Frank W. Moler, MD, of the University of Michigan, Ann Arbor, led the study, which randomized 329 comatose children, from newborns to age 18 years, to either 120 hours of normothermia (target temperature, 36.8° C) or 48 hours of hypothermia (33°) followed by normal temperature maintenance to 120 days following an in-hospital cardiac arrest.
Fever prevention in both groups was achieved through active intervention, with hypothermia-treated patients also having been pharmacologically paralyzed and sedated. The investigators used the Vineland Adaptive Behavioral Scales to measure neurobehavioral function, with a score of 70 or higher deemed indicative of good function.
The study’s primary outcome was survival at 12 months after cardiac arrest and a favorable neurobehavioral outcome. In the 257 children with scores of 70 or higher before cardiac arrest, no significant differences were seen between the two different groups, with 36% of the hypothermia-treated patients (48/133) and 39% of normothermia-treated patients (48/124) surviving with a favorable neurobehavioral outcome (relative risk, 0.92; 95% confidence interval, 0.67-1.27; P = .63). In 317 children who could be evaluated for changes in neurobehavioral function, the changes from baseline between groups did not reach statistical significance (P = .70), and 1-year survival also did not differ significantly (49% for hypothermia-treated vs. 46% for normothermia; RR, 1.07; 95% CI, 0.85-1.34, P = .56). Adverse events did not differ significantly between groups.

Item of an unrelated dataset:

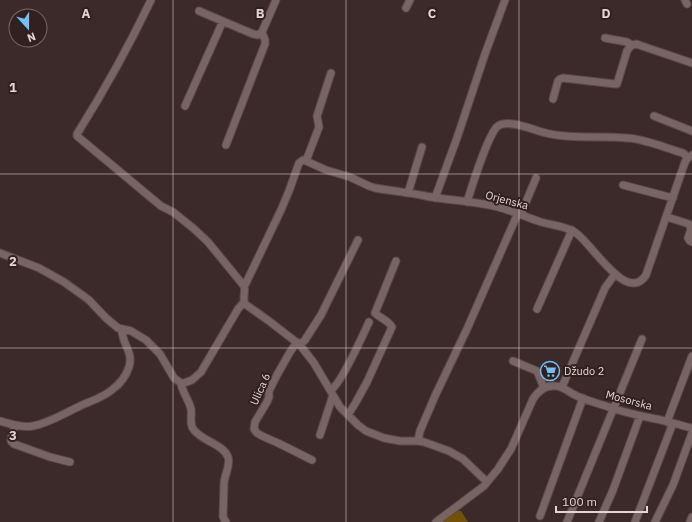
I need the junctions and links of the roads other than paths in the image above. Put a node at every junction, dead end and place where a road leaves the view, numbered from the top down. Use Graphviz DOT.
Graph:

The trial was stopped early for futility, leaving fewer than the hoped-for number of patients available for analysis, and wider confidence intervals. However, the investigators said their hypothesized 15 percentage point benefit for hypothermia treatment could be ruled out. Dr. Moler and his colleagues wrote in their analysis that unanswered questions remain regarding the role of body temperature interventions in this population, noting that different duration of treatment, different temperatures, and combination of temperature management with neuroprotective agents are worth considering for future studies. Dr. Moler and his colleagues’ study was funded by the National Heart, Lung, and Blood Institute. Four of its 49 coauthors disclosed commercial conflicts of interest.
FROM THE CRITICAL CARE CONGRESS
Key clinical point: Treating comatose children with hypothermia following cardiac arrest did not produce better neurobehavioral or survival outcomes at 1 year, compared with children whose body temperatures were held to normal.
Major finding: 36% of hypothermia-treated patients and 39% of normothermia-treated patients survived with a favorable neurobehavioral outcome (RR, 0.92; 95% CI, 0.67-1.27; P = .63).
Data source: A multisite, international trial randomizing 329 infants and children comatose after cardiac arrest while in hospital to hypothermia or normothermia.
Disclosures: The National Heart, Lung, and Blood Institute sponsored the study. Several investigators disclosed National Institutes of Health or university funding while four disclosed commercial conflicts.